Because, you know, whatevs: details shmetails. IPO!!*

The Information got its hands on some leaked Casper financials (paywall) and…spoiler alert! It, too, “continued to lose money” ($18mm in Q3). That said, in Q3 of 2018, the mattress maker reportedly had net revenue of $105.3mm (a 60% YOY increase) on $34.9mm of marketing spend (“only” a 12.9% increase), projecting net revenue of $373mm for fiscal year 2018 and $8mm of EBITDA for 2019. Per The Information, here is a summary of Casper’s financials:

Source: The Information

Source: The Information

Also:

Casper’s presentation also contained bullish forecasts for the future, with net revenue jumping to $1.655 billion and $2.135 billion in 2022 and 2023 respectively, and EBITDA of $33 million and $450 million during those years. (emphasis added)
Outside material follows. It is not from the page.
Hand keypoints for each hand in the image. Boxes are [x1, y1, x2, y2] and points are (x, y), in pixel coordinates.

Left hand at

For North America, which accounts for the vast majority of the company’s business, ecommerce represented over 68% of its third quarter gross revenue, while retail was just over 11%. (emphasis added)
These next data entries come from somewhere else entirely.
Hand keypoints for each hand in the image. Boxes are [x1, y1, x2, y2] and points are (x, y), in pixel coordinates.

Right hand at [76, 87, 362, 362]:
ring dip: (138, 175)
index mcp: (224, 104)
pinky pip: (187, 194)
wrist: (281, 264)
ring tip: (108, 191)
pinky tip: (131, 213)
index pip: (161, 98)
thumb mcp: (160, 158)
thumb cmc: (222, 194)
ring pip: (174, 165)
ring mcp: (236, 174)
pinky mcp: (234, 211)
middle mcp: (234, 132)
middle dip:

The Information piece includes no data points about the number of stores that Casper ultimately expects to deploy for its growth push but CNN reported last year that Casper hopes to have 200 stores by 2021 (a figure reiterated by Fortune in the tweet below). News surfaced recently that Casper also just closed on a $100mm Series D financing provided by, among others, Target Corp ($TGT), the CEO of Canada Goose Holdings ($GOOS) and the former co-founder and chairman of Crate & Barrel. Total funding is up to $340mm. Per Fortune, “[t]he startup will use the capital to expand internationally and grow its physical retail stores.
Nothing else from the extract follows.